* **Your goal**: With the string "roads" as the filter, copy each matching line from the records.

+++

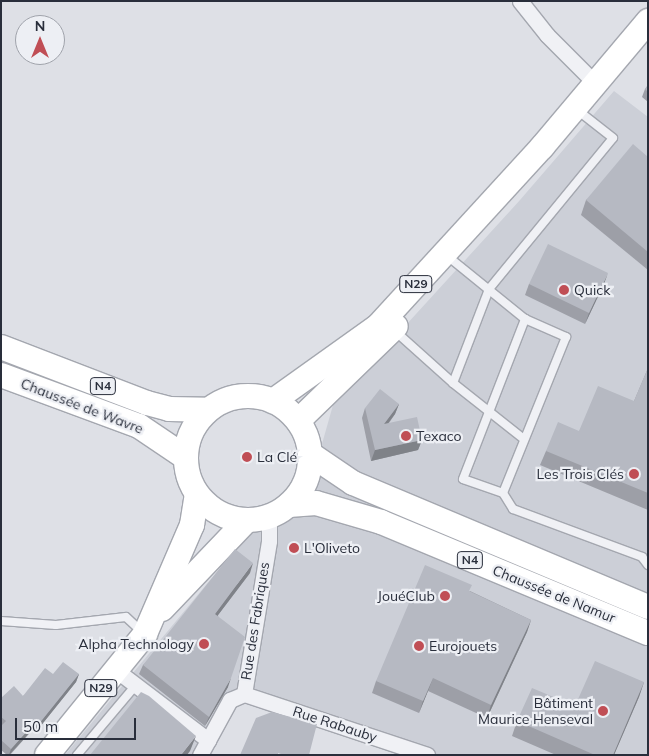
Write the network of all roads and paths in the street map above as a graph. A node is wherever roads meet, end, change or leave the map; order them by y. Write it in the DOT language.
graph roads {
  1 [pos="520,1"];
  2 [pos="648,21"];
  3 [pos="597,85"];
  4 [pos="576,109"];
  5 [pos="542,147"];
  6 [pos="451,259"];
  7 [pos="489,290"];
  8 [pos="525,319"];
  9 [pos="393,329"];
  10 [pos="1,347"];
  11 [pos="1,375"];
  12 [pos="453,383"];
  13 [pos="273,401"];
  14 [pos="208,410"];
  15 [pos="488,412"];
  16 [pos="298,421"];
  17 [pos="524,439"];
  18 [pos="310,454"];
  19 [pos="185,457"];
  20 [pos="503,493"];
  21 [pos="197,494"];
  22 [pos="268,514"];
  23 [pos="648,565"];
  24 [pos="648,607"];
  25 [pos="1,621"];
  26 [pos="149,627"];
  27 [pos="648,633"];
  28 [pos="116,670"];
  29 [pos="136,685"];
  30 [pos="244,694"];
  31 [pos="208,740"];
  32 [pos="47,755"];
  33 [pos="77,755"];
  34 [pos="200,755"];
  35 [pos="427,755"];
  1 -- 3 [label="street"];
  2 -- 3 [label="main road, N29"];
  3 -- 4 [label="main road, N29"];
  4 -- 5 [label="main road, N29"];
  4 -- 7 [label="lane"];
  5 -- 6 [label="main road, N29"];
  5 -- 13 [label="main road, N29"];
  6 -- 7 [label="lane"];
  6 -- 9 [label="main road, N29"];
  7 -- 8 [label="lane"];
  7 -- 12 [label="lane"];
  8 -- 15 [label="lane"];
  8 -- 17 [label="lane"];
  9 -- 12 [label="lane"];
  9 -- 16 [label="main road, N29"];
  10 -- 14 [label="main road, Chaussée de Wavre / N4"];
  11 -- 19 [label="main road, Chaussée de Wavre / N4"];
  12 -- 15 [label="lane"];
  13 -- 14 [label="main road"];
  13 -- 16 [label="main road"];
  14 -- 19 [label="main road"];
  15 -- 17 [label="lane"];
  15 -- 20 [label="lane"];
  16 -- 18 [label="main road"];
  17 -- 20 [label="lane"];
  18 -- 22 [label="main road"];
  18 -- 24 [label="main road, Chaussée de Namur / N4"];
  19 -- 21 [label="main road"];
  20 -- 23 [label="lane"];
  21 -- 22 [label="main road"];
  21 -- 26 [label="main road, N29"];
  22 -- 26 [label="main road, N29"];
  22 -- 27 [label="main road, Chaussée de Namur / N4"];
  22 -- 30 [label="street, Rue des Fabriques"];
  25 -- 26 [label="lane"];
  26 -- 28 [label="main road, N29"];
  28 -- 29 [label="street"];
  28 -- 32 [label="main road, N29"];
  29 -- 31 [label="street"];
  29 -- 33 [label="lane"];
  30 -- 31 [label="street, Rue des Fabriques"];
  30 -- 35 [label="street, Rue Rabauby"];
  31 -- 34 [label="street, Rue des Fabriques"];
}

+++

* **Your solution**:
Write the network of all roads and paths in the street map above as a graph. A node is wherever roads meet, end, change or leave the map; order them by y. Write it in the DOT language.
graph roads {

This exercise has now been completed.